Carbohydrate especially highly refined sugar, is like a drug, it stimulates feelings of well-being.
As a general rule do not drink your calories. This means no soft drink, hard drinks, beer, triple-bock Latte’s with whipped cream, sugary foo-foo drinks. Even Milk is 150 calories a cup.
What worked for me, is intermittent fasting, also known as time restricted eating. You need to talk to your doctor before starting something like this, esp. if you are diabetic or taking certain medications. etc. But most people eat far too much, far too often, and not the right kind of foods.
Exercise for fat loss is kind of a red herring, you simply cannot outrun your diet. A healthy spoonfull of peanut butter will take an hour of moderate exercise to burn off.

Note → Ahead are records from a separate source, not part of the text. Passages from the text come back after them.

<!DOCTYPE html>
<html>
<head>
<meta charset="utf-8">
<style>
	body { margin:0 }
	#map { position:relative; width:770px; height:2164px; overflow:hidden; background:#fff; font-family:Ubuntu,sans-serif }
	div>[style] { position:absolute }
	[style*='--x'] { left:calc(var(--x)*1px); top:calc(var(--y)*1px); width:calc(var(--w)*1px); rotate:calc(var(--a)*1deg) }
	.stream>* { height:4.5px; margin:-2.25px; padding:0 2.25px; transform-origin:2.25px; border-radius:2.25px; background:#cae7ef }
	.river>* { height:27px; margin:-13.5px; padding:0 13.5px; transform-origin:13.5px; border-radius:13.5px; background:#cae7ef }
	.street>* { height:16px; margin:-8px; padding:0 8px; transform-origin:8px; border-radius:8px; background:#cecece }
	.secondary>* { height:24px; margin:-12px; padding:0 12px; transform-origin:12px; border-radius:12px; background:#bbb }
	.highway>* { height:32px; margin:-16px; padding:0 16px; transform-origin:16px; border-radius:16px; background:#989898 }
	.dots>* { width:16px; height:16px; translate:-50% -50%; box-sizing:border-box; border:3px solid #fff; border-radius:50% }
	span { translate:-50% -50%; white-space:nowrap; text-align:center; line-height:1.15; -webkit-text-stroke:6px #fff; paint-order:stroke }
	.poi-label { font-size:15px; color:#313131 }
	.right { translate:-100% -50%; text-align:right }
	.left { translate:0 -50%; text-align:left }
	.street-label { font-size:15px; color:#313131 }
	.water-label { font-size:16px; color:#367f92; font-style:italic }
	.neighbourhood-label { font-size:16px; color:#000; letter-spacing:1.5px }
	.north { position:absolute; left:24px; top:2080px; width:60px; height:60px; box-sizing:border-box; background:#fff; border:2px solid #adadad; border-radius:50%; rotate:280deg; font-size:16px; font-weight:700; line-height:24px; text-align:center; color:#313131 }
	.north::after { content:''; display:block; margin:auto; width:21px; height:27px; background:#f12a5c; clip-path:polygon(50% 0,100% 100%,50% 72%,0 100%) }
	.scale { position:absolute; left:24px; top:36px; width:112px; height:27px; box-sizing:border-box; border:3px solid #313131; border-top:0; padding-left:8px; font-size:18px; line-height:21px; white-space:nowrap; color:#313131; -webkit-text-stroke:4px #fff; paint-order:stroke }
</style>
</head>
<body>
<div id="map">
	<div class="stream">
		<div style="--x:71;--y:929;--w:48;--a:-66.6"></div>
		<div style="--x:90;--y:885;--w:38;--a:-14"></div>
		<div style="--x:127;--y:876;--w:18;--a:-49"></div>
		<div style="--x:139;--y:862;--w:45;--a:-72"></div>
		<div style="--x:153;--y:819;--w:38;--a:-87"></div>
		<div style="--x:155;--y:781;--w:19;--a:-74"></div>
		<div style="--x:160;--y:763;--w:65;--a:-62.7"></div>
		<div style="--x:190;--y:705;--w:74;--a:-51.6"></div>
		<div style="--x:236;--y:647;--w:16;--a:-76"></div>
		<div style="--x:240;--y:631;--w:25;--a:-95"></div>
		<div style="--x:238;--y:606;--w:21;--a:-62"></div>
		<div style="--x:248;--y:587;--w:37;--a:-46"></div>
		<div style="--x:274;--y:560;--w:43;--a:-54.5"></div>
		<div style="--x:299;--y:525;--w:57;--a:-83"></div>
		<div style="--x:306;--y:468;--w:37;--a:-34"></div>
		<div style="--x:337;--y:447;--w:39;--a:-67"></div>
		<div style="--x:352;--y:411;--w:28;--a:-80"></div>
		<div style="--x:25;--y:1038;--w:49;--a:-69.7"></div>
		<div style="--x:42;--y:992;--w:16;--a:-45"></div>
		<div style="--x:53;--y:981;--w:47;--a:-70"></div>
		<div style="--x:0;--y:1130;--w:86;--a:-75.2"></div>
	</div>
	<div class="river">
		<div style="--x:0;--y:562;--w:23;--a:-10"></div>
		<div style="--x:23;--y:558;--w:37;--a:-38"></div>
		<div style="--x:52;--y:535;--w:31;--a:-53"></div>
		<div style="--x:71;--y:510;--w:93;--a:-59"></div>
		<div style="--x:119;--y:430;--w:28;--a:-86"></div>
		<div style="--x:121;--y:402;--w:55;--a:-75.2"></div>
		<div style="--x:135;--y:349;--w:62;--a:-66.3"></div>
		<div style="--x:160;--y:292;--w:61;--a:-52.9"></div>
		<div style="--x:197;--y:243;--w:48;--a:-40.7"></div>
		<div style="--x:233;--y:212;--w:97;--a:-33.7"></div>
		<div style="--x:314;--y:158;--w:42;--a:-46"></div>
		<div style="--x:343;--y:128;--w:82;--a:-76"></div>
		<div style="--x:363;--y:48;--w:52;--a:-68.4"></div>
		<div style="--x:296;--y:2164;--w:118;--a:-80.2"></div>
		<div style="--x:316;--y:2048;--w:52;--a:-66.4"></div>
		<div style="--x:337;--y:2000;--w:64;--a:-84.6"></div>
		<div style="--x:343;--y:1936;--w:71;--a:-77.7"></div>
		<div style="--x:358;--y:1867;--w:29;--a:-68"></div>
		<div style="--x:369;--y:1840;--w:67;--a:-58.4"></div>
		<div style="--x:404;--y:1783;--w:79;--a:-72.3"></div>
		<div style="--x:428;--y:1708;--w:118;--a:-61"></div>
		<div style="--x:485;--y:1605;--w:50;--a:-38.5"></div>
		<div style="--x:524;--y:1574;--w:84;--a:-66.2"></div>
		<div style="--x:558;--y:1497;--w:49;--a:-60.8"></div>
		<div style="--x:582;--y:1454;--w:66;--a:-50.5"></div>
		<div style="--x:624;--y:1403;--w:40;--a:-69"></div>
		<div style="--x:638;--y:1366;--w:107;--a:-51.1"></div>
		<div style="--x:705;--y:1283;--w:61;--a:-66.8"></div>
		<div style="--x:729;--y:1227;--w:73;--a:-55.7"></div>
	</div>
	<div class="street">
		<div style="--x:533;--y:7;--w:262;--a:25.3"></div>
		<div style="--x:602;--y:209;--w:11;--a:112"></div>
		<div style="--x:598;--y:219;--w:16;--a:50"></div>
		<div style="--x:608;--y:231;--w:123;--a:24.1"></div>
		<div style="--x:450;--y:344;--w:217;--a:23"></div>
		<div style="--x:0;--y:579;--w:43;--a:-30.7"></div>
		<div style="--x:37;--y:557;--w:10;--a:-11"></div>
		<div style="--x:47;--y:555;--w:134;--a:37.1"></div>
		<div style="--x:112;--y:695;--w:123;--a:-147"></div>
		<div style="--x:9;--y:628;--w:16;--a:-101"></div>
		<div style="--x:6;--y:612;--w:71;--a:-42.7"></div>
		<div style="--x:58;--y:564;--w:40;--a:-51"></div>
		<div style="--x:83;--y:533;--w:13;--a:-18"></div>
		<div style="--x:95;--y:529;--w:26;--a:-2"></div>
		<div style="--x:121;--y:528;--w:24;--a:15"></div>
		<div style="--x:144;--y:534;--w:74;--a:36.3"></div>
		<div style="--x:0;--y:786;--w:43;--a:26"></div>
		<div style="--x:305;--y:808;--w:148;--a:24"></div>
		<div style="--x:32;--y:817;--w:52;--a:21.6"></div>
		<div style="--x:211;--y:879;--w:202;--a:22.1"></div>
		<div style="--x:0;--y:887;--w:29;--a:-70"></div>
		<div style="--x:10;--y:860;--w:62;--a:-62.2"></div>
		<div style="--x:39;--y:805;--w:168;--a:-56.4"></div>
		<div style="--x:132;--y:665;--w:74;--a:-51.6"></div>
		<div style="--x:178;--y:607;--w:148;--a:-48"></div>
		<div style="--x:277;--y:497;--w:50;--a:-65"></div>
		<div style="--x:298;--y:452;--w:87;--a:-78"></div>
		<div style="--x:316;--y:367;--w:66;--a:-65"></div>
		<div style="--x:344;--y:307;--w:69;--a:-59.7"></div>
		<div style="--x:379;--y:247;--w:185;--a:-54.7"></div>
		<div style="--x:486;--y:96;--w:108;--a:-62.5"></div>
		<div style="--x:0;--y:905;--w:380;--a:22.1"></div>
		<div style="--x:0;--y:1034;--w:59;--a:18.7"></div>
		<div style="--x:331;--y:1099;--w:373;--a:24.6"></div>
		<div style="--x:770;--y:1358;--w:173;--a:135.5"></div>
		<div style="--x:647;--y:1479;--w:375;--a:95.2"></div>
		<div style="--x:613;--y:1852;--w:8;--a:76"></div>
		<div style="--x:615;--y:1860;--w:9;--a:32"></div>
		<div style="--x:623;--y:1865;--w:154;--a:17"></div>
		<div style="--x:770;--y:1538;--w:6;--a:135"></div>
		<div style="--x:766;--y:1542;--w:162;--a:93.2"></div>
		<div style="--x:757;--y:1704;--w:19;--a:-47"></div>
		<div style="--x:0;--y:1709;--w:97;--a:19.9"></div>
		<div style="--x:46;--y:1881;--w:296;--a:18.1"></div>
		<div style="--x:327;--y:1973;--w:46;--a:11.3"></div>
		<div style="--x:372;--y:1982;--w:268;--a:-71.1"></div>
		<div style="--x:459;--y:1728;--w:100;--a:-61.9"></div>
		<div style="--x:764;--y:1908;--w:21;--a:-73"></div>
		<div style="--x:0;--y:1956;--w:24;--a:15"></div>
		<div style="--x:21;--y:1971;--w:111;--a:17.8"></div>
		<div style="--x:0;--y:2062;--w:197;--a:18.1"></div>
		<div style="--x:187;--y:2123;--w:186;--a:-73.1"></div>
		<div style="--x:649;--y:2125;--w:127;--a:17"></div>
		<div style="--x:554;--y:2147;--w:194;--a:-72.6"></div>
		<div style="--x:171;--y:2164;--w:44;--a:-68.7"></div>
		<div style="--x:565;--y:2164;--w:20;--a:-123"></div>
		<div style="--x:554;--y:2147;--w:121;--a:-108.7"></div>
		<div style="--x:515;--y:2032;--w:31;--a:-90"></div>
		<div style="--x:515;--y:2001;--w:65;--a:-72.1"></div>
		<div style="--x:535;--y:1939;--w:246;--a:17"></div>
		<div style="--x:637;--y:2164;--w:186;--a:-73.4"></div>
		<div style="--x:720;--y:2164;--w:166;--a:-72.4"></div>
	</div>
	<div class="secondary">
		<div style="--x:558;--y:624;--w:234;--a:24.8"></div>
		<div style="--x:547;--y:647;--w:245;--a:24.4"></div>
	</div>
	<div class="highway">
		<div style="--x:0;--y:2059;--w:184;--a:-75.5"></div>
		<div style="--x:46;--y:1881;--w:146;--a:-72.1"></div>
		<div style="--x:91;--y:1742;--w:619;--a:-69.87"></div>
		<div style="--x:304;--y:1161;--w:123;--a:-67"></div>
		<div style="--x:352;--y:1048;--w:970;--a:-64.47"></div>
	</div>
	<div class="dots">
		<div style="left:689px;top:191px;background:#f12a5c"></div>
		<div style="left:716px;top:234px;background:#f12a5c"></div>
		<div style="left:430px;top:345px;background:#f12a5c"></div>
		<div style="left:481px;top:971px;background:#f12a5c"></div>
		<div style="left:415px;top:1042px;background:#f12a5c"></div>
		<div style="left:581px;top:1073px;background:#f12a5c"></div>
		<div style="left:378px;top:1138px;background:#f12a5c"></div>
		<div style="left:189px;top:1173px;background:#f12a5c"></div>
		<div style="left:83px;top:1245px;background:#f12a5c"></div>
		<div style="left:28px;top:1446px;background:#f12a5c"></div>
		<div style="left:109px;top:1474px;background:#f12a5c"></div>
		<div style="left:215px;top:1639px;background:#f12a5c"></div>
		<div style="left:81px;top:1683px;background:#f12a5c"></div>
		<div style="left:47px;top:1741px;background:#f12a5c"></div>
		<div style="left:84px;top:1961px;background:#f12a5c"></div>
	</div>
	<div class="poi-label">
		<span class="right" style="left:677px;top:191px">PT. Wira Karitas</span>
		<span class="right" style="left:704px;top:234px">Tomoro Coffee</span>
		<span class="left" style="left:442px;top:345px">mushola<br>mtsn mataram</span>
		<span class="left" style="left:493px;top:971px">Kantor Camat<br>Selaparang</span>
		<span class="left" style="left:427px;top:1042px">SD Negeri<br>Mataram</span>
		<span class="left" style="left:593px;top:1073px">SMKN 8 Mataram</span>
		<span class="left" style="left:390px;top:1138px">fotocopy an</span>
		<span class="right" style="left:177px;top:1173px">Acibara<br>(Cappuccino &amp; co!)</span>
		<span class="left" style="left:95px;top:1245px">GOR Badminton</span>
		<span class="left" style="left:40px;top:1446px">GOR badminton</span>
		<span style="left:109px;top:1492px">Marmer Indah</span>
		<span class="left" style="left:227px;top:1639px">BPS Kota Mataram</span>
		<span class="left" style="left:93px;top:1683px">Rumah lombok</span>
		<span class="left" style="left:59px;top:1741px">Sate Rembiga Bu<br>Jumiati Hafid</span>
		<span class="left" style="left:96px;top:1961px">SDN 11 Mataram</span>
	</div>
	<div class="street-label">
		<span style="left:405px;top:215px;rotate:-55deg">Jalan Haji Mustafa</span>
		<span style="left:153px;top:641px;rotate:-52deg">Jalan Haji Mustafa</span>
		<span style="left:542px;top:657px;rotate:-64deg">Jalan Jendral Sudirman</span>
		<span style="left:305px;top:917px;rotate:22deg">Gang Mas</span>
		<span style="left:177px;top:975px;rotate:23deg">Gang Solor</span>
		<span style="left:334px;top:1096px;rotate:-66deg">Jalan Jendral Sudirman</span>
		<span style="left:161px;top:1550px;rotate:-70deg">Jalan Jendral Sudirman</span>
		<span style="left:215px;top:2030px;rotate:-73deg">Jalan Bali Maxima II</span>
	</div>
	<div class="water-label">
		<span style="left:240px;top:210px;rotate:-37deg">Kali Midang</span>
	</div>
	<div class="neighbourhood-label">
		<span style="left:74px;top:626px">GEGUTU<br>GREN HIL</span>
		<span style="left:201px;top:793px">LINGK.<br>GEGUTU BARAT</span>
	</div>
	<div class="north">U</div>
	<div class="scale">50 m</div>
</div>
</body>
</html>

The only way is calorie restriction. Get yourself an inexpensive gram scale and start weighing out portions. I used to believe the “Nutrition Facts” labels on all our foods was silly and a waste of time. Not any longer, they are very useful. Eventually you will memorize carb, fat, and protein percentages for the most common foods and portions.
What you want to do is find foods that are both filling and nutritious, and don’t spike glucose levels. What I like about intermittent fasting is having large, satisfying meals of foods I like. Mixed nuts, eggs, cheese, high quality protein foods that are high on “satiety”. Junk foods high in carbs spike glucose or blood sugar very high, and then inevitably crash, setting up for the next round of “hunger pangs”, meaning the trigger to consume MORE carbohydrate.
You’ll soon figure out your personal basal metabolic rate - how many calories are necessary just to exist, basically, as a completely sedentary individual. It is a little distressing to discover just how few calories that is. But armed with this knowledge you’ll figure out how to reduce at a sustainable rate. Keep in mind you have to make permanent changes to your food choices, or at least the amounts, or you will put all the fat back on, and then some.